Each of these tools will assist in raising the necessary cash required to help these businesses in this time of recovery and rebuilding.

It is worth noting here that the assistance available is still changing and being adapted to suit those affected.

This can already be seen with the primary producer grant being increased from a maximum of $25k to $75k.

What is stated in this article has been researched on the current grants and loans as they stand; however please note, these may be subject to further changes.


Special Disaster Assistance Recovery Grants (currently $75k) – Primary Producer

The Special Disaster Assistance Recovery Grant is offered exclusively to primary producers by the Queensland Rural and Industry Development Authority (QRIDA).

The grant is for a maximum amount of $75k and you have to be in one of the defined disaster areas to be eligible.

The main supporting information required to receive the grant is photographs of the direct damage i.e. stock losses and damaged fences. Additional quotes and estimates are recommended, but not required.

The relatively low-level requirements with this grant should provide some much-needed relief for producers, easing the burden of proof that’s applicable with other grants (such as the small business grant, discussed further on).

This grant was established to help with costs associated in clean up and reinstatement activities such as hiring or leasing equipment, repairing or replacing fencing and replacing livestock.

A common question in connection to this grant is:   What if within a group there was more than one property affected?  Is the grant available more than once?

At this point there isn’t a standard answer. The QRIDA stated it would assess on a case by case basis.

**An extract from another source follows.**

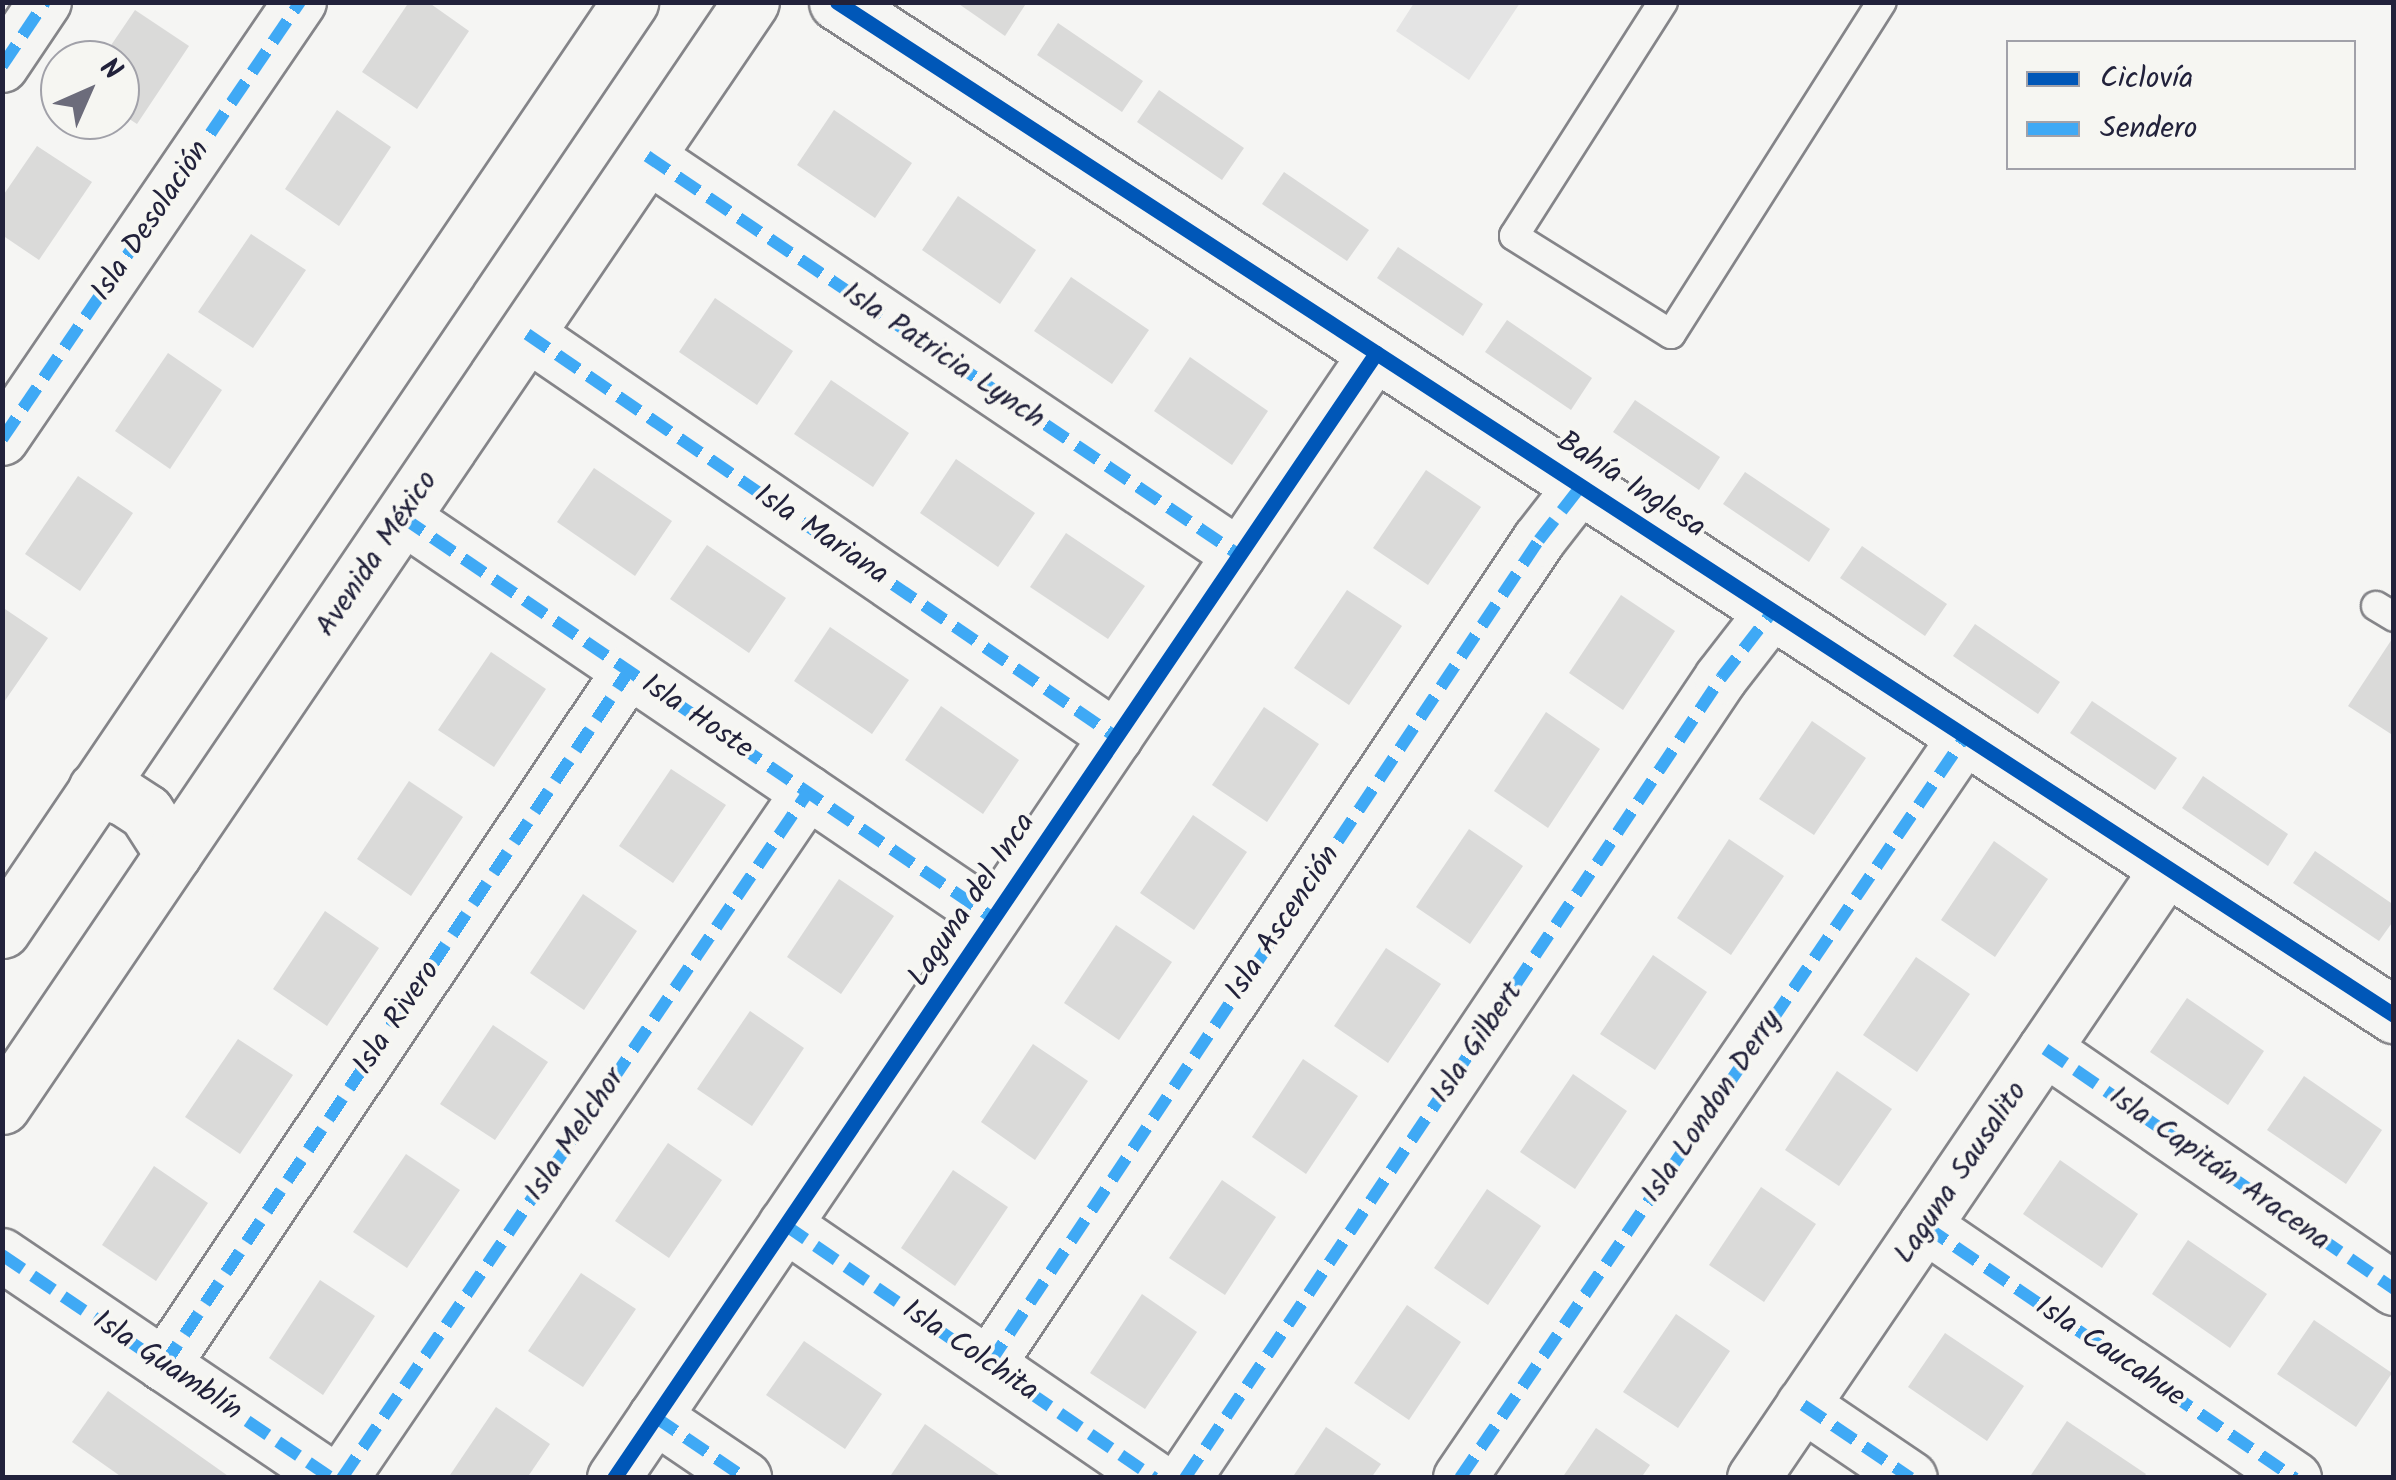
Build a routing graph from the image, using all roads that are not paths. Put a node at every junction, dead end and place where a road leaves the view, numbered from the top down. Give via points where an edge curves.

If it can be proved that the properties were operating independently from one another, then the grant will be available for each effected property.

QRIDA will consider factors such as staffing arrangements, whether each property had its own plant and equipment and stock.  Also, whether the properties have different accounting arrangements and if the properties trade independently of each other.

All factors will be assessed to determine whether the grant can apply to each individual property.

From a tax perspective, government grants are generally considered assessable income.

This would mean the $75k would need to be declared in the tax return of the recipient entity.

There are a few things to consider with respect to this.  Firstly, given the significant stock losses and expected expenditure on immediately deductable items such as fencing, it is unlikely that this grant would be enough to cause there to be a tax bill to pay in the current financial year.

More likely this will decrease the amount of tax losses carried forward. This means that if these primary producers start making profits again in future years, there will be less losses to offset that income.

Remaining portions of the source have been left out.